INPUT DATA:

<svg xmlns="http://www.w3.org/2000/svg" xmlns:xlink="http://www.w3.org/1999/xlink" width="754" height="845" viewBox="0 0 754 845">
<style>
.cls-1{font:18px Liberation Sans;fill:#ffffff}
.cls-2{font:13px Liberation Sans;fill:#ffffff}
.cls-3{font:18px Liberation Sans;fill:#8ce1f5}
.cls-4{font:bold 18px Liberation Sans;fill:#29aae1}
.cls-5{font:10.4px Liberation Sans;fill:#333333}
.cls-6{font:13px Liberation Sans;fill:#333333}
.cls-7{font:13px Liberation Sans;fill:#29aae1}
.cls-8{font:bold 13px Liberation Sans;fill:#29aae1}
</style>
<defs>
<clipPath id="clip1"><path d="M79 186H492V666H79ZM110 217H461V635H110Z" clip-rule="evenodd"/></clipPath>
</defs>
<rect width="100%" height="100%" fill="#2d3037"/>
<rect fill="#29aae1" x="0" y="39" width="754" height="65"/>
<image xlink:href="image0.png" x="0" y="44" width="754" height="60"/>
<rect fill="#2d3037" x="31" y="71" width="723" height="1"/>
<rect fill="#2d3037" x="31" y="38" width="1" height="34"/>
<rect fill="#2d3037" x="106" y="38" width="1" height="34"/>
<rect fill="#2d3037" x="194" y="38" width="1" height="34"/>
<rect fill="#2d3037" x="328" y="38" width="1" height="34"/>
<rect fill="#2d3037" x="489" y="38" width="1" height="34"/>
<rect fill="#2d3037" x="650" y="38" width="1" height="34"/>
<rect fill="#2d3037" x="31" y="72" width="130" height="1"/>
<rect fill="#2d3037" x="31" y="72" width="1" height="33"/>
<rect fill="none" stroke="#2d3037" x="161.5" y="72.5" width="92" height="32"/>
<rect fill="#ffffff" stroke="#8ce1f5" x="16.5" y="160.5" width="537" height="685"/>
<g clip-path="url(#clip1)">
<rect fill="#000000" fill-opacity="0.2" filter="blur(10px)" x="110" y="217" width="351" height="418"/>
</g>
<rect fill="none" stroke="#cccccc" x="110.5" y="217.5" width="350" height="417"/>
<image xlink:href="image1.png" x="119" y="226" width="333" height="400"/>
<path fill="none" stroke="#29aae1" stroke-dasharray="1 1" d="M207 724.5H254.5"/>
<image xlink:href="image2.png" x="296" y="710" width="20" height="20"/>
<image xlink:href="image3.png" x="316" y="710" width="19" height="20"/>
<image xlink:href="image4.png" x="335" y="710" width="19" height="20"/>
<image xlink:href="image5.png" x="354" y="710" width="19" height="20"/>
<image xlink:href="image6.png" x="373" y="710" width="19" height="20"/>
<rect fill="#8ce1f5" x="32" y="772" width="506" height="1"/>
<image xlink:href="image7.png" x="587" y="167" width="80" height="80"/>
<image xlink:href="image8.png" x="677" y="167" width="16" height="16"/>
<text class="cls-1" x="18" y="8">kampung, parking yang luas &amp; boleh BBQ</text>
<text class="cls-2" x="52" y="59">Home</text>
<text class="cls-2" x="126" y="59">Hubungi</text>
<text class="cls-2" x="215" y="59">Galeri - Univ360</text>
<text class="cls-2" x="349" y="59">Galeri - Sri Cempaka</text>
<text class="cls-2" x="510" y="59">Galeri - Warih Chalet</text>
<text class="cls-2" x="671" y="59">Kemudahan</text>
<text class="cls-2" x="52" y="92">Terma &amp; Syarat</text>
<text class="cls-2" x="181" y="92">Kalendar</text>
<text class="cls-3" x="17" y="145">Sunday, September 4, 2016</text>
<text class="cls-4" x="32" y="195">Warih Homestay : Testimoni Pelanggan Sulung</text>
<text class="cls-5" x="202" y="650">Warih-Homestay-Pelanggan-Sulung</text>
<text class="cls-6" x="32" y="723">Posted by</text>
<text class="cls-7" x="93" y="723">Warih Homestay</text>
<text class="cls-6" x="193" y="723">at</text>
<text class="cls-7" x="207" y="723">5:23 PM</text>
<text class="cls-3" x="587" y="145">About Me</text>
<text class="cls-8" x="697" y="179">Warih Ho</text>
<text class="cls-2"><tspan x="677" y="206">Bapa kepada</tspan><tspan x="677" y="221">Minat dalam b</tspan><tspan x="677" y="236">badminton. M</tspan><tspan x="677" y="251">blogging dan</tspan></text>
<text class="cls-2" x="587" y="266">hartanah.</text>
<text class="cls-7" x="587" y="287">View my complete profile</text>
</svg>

---

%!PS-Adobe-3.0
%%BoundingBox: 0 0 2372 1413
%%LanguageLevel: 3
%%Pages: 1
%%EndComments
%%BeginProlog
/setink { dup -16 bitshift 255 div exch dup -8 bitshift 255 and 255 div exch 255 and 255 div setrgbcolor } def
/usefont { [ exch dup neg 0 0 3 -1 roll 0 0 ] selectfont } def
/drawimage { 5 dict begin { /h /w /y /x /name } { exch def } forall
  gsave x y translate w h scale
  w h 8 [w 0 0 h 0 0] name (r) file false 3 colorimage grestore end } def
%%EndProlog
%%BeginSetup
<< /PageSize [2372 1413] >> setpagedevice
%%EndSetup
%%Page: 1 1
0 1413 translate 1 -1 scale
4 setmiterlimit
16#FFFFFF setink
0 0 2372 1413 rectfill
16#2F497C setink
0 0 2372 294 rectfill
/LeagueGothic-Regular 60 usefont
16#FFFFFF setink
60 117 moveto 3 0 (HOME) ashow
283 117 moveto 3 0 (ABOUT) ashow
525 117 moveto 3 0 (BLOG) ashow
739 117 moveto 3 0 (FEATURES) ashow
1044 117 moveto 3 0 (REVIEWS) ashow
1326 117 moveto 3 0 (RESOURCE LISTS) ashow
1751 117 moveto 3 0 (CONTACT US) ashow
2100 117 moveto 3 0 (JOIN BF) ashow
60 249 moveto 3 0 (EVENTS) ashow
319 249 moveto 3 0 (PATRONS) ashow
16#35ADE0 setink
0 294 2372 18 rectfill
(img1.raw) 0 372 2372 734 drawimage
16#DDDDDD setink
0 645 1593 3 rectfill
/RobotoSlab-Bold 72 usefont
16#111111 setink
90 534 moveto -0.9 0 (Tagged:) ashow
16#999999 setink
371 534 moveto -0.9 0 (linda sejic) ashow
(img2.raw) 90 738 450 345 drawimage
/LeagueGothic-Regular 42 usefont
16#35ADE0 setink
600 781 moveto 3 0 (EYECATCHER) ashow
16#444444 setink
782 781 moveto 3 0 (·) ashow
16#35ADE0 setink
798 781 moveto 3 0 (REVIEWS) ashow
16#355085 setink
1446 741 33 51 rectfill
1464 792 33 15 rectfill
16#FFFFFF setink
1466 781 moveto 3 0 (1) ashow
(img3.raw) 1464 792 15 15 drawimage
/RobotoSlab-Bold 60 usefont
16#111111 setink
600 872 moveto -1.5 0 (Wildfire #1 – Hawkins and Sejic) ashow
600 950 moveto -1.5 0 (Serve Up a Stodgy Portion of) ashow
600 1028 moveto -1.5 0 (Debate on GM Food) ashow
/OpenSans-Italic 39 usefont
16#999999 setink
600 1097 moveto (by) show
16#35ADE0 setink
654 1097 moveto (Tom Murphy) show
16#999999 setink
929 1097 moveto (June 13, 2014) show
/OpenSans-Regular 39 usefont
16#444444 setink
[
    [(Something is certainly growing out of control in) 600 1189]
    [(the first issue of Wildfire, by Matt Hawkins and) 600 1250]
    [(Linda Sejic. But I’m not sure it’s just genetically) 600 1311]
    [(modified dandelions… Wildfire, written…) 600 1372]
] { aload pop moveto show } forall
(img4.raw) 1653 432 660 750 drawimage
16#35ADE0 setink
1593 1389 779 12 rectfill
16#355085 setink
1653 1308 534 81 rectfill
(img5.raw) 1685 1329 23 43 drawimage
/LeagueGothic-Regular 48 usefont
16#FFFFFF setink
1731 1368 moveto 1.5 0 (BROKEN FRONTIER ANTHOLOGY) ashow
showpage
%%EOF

==

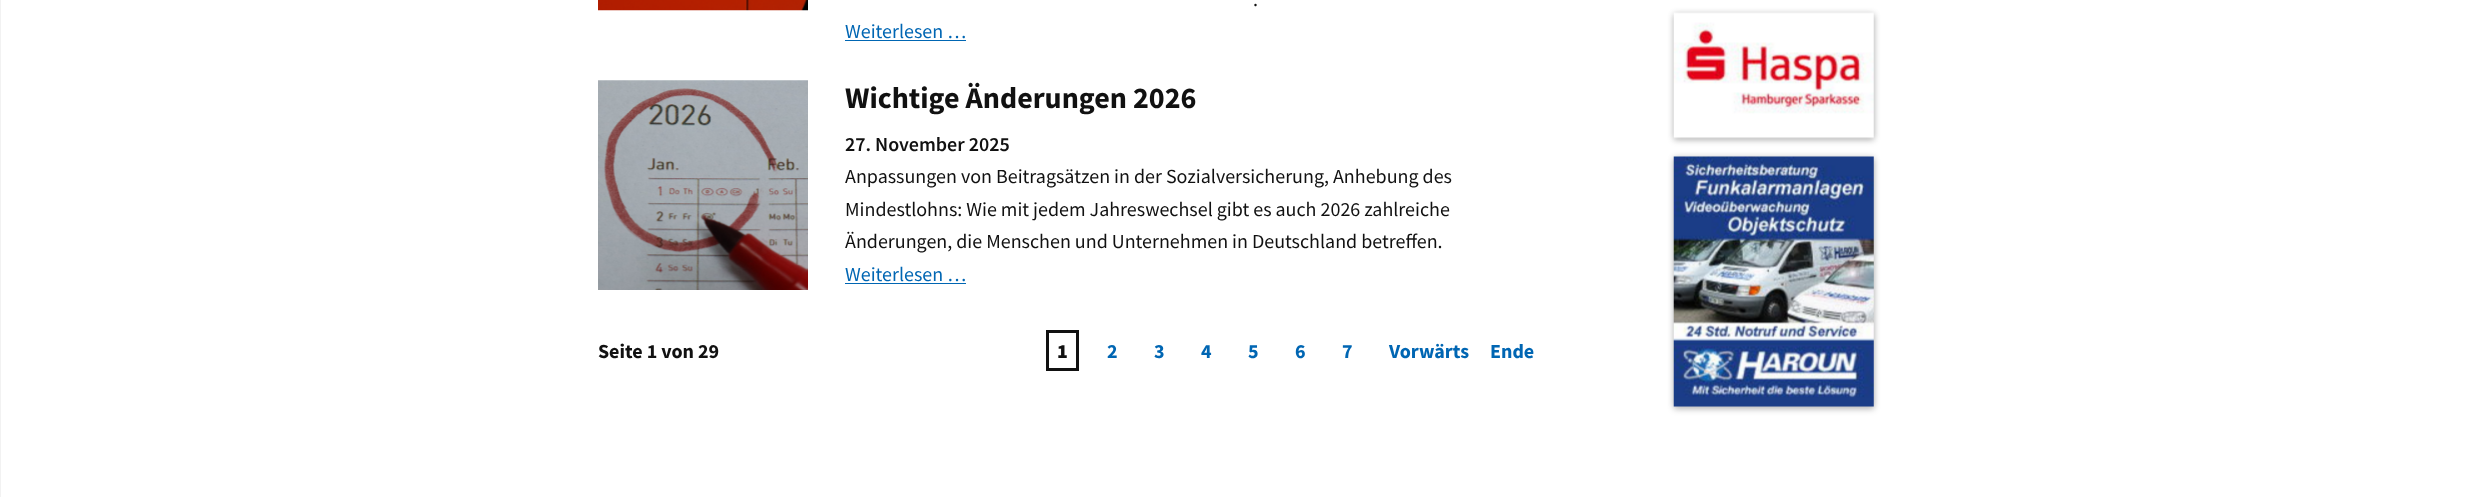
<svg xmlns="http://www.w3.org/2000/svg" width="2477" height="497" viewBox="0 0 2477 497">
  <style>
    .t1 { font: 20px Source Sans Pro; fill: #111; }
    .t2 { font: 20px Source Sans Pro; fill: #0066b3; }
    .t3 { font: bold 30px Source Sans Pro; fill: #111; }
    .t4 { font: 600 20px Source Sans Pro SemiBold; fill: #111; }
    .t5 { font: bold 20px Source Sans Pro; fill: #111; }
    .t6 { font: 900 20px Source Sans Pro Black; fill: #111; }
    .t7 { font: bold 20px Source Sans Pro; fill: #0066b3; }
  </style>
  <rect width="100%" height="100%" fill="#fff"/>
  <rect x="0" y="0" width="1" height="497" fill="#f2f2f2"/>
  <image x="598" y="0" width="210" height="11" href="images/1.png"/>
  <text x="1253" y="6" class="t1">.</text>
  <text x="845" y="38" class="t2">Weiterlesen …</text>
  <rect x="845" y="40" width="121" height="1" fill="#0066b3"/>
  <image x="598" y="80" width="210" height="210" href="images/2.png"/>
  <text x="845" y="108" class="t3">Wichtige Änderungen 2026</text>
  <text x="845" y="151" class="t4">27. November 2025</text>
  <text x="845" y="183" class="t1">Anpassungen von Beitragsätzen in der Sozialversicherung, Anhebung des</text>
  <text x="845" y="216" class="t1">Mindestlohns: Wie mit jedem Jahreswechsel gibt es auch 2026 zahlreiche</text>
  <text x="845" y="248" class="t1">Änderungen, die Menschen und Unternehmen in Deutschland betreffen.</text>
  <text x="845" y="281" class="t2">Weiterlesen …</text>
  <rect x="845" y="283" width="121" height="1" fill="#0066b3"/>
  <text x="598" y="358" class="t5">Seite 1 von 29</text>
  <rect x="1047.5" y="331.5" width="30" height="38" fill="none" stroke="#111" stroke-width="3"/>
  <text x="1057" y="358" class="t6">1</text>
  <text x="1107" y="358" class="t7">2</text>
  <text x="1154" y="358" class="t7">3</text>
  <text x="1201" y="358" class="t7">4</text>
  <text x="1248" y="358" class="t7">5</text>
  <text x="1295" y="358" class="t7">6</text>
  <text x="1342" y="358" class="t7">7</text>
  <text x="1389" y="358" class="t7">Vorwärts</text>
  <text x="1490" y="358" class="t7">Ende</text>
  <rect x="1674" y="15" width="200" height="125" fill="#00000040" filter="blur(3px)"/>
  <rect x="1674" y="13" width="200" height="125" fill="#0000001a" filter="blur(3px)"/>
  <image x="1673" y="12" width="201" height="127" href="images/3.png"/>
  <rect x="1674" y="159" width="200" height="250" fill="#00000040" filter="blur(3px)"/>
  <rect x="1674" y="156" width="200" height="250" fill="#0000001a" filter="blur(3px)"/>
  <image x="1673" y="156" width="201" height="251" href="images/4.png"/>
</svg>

WORK REQUEST:
Copy the stretch of the records above that runs from the line with "<< /PageSize [2372 1413] >> setpagedevice" through the line with "4 setmiterlimit". Both end lines belong in the copy, and nothing else does.

ANSWER BELOW:
<< /PageSize [2372 1413] >> setpagedevice
%%EndSetup
%%Page: 1 1
0 1413 translate 1 -1 scale
4 setmiterlimit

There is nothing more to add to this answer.